Precise Positioning Could Accelerate Autonomy, Industry Panel Predicts
Ford Fusion equipped with Swift Navigation Skylark positioning system at the American Center for ... More Mobility, Ypsilanti, Michigan.
On a closed course, as soon as the driver gets behind the wheel of a specially-equipped Ford Fusion all the windows are covered. With no physical view of the course, the driver will attempt to navigate its twists and turns using only an image on a tablet positioned above the steering wheel.
After some period of adjustment and about a dozen crushed traffic cones, it's a clean crawl through a series of wide and tight turns and s-curves.
It feels like a video game but the exercise at the American Center for Mobility near Ypsilanti, Michigan this week was a demonstration of Swift Navigation's Skylark Precision Positioning System.
By using what's called global navigation satellite system, or GNSS, Swift's technology aims to provide vehicle location accuracy within one centimeter, by correcting any errors caused when satellite signals travel from space through the atmosphere to a series of thousands of ground reference stations around the world, according to the company.
It's a cloud-based software solution that works in concert with properly-equipped vehicles.
Swift Navigation image representing the difference in the accuracy of its system, from others. The ... More orange lines represent the correct driving course. The others show how far off other systems could be.
Not to be confused with the more familiar global positioning system, or GPS, which is a U.S.-owned system, GNSS is actually the umbrella term for all global navigation systems.
'GNSS in the vehicle, is the only absolute position sensor that tells you where you are in the world, but it's part of the larger suite of sensors in the vehicle,' explained James Tidd, vice president, systems engineering at Swift during a panel discussion of the future of vehicle autonomy at the ACM on Tuesday, presented by the Society of Automotive Analysts.
Panel discussing the future of vehicle autonomy at the American Center for Mobility, Ypsilanti, ... More Michigan, April 8, 2025. Seated left to right: Moderator Gary Vasilash; Mark Barrott, Plante Moran; Curtis Hay, General Motors; Daniela Steinbacher, Bosch; James Tidd, Swift Navigation.
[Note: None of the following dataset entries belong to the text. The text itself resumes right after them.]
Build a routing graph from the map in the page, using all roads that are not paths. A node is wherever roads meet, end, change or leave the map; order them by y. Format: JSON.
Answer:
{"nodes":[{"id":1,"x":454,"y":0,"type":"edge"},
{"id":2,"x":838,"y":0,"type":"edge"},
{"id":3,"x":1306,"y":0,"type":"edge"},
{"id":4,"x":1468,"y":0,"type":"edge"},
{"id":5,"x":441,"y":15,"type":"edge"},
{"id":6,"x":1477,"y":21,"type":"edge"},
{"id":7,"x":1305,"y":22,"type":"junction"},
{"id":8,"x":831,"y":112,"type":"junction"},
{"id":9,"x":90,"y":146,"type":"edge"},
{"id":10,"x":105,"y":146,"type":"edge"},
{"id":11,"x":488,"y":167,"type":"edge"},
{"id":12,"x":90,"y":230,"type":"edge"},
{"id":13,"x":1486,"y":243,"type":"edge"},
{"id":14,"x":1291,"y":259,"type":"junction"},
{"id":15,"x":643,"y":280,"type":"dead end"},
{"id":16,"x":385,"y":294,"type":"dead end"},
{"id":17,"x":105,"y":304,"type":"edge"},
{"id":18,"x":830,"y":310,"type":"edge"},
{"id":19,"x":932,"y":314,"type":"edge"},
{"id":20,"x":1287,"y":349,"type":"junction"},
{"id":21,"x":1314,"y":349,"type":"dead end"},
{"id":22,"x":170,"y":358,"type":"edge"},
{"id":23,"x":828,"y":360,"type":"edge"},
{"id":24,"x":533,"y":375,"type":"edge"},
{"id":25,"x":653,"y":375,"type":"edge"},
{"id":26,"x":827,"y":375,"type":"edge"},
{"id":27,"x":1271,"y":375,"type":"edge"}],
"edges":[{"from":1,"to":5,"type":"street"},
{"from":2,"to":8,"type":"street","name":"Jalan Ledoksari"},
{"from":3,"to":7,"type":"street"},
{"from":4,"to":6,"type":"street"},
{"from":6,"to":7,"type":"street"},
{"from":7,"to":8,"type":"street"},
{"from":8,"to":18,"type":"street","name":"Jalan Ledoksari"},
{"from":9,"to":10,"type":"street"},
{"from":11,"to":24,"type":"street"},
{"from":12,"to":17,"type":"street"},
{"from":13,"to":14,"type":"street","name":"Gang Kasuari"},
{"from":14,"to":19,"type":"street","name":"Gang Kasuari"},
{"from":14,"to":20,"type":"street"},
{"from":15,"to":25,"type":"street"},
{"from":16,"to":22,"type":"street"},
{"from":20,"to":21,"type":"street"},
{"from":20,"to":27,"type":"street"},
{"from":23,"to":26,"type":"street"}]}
Indeed, as the auto industry looks to improve advance driver safety systems and increasing self-driving capabilities, the demand for more precise accuracy in vehicle positioning has become more acute.
The challenges, however range from technology to budgets to competitive secrecy, panel members pointed out.
'We don't have a standardization, and I think this is a very crucial topic,' said Daniela Steinbacher, program manager at Bosch. 'Everybody's doing their own stuff.'
Stuff costs money. Mark Barrott, a partner at management consultants Plante Moran warned with average vehicle transaction prices already around $50,000, adding cost for technology, as advantageous as it might be, is probably not a good business decision.
'I cannot put this technology into a vehicle to force another $2,000, $3,000 on top of that, the price of that vehicle,' said Barrott. 'It has to be affordable. It has to be useful, and my consumer has to understand how to use it, what benefit they're going to get.
Self-driving systems such as General Motors's SuperCruise are becoming more popular, providing a break for drivers, as long as they keep their eyes on the road most of the time.
However, the systems are only as safe and accurate as their programming, sensors and information ingested about the roads and environment on which the vehicles are traveling.
Feedback from customers is they don't want SuperCruise to work in some environments, they want it to work everywhere, said technical fellow at GM, Curtis Hay.
'So as we expand automated driving to new environments, what happens? We see more trees. We see more buildings,' said Hay. 'We've got to solve those, they become more important problems to tackle the automated drive down highways.'
About 70% of auto brands are currently using GNSS, according to Tidd and Swift is working with around 20 automakers.
As both urgency and demand for more effective and accurate autonomy and ADAS technology increases, Tidd stresses it's imperative to look outward and upward.
'I think what's happened is people are now treating the intelligent transport system as a much larger system,' Tidd advised. 'You can no longer look at four wheels and a body of chassis and say, that's my system. You have to include the upper atmosphere, the surrounding environments, the road conditions.'
Indeed it must at least be accurate enough for a driver to get though a course without crushing a dozen cones.